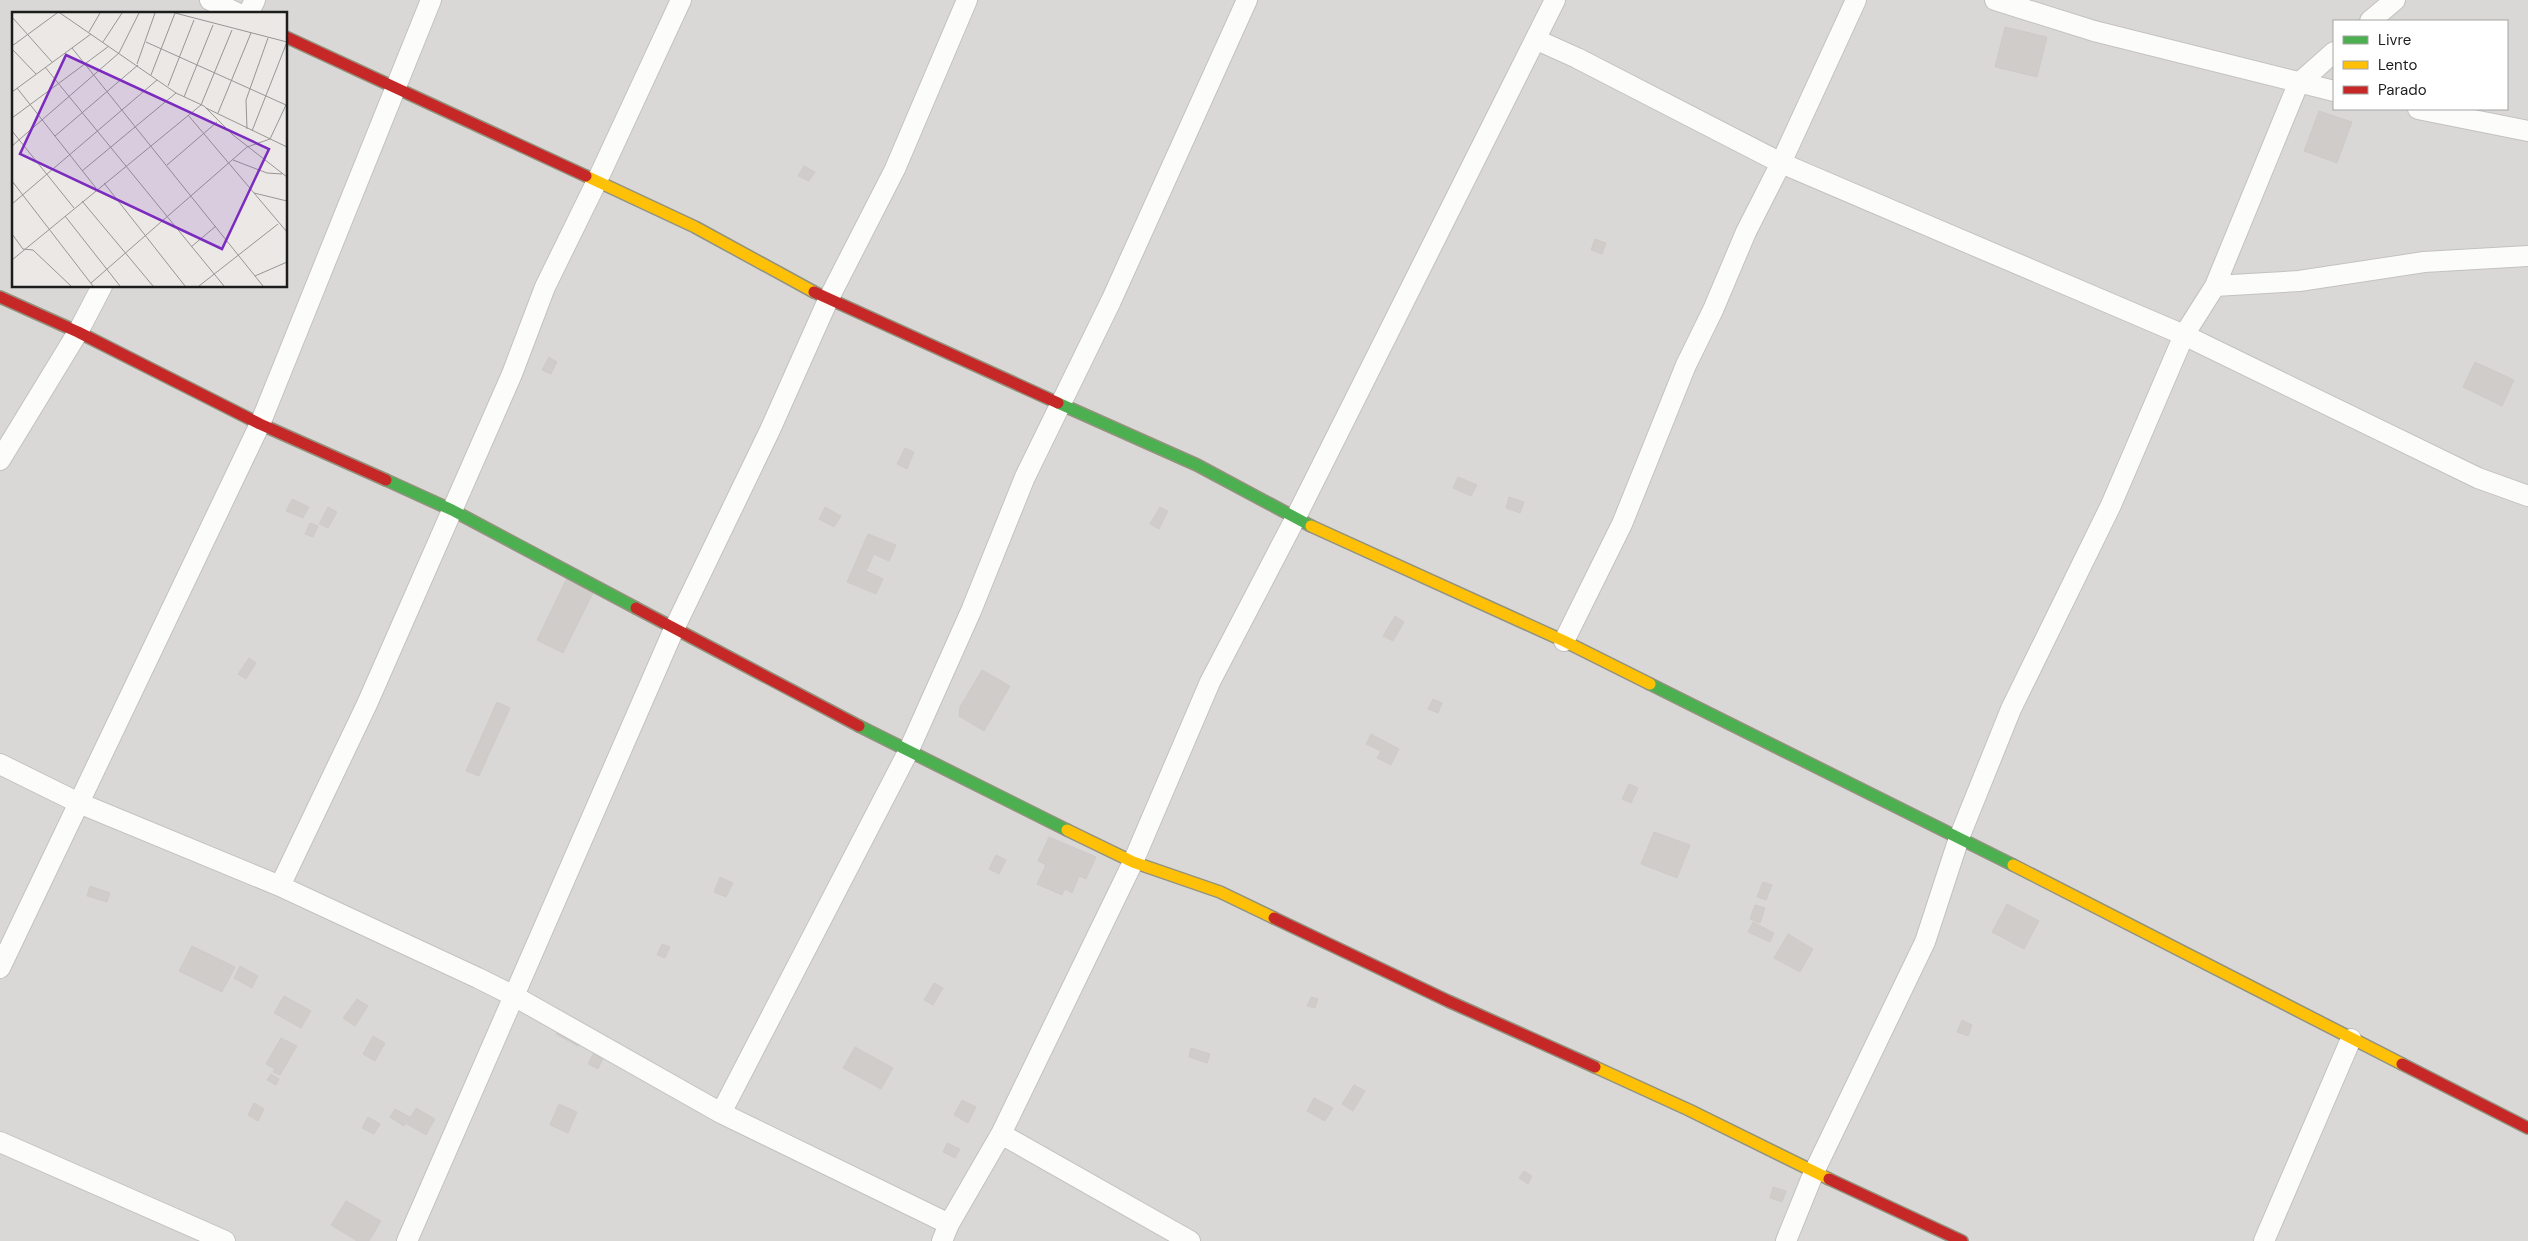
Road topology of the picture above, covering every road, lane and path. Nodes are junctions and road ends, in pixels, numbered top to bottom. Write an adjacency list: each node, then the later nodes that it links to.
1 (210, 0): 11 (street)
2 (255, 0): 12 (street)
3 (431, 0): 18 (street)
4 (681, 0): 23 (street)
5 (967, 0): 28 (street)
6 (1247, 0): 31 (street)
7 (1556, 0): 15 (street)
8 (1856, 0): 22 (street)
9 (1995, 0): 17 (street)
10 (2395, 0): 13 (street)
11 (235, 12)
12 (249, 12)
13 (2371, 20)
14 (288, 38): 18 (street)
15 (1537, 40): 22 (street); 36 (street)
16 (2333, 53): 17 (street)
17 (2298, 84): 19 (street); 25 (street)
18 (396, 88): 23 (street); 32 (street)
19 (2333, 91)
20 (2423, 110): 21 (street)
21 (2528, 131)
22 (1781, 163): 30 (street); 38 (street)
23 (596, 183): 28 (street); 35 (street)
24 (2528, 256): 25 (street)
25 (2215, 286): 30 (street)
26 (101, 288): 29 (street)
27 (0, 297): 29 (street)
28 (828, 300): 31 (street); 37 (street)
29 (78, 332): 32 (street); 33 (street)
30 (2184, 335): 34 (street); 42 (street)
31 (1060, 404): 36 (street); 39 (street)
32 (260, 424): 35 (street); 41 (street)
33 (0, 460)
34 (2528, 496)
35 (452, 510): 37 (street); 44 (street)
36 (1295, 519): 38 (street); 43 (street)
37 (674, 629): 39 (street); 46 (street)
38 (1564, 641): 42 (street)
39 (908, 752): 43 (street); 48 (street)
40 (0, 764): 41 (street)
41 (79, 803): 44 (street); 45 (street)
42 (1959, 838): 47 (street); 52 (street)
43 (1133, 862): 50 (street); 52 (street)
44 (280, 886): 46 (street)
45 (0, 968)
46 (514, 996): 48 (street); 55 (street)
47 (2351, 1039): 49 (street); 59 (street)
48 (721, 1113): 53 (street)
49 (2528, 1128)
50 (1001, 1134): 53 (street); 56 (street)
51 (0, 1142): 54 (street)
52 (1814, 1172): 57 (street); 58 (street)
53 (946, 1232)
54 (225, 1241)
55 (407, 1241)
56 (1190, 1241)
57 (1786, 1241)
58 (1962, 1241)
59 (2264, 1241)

+ + +

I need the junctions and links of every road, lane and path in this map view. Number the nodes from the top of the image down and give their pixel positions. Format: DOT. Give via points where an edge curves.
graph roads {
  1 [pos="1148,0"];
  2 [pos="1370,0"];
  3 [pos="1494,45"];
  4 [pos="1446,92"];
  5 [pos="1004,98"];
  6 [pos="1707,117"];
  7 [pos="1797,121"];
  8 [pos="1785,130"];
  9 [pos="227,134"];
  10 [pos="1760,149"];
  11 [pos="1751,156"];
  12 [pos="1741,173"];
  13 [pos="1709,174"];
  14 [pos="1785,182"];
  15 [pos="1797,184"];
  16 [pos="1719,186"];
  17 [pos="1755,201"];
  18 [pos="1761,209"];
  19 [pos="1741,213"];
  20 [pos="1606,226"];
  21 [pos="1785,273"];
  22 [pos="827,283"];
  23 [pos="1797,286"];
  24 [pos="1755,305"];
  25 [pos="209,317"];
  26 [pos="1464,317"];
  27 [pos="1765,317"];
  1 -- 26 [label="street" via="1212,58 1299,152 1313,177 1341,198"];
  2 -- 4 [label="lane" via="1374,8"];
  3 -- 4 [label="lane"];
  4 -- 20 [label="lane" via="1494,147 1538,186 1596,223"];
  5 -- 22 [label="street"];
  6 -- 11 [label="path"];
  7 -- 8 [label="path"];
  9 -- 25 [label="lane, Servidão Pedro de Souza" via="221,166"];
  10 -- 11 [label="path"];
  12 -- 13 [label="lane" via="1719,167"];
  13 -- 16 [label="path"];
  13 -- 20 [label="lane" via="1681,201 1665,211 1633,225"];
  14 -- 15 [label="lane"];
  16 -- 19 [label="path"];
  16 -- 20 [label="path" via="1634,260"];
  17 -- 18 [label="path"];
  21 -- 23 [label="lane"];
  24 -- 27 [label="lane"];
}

+ + +

Scan the lines above for the word "nodes", then copy each line that has it.

Road topology of the picture above, covering every road, lane and path. Nodes are junctions and road ends, in pixels, numbered top to bottom. Write an adjacency list: each node, then the later nodes that it links to.
I need the junctions and links of every road, lane and path in this map view. Number the nodes from the top of the image down and give their pixel positions. Format: DOT. Give via points where an edge curves.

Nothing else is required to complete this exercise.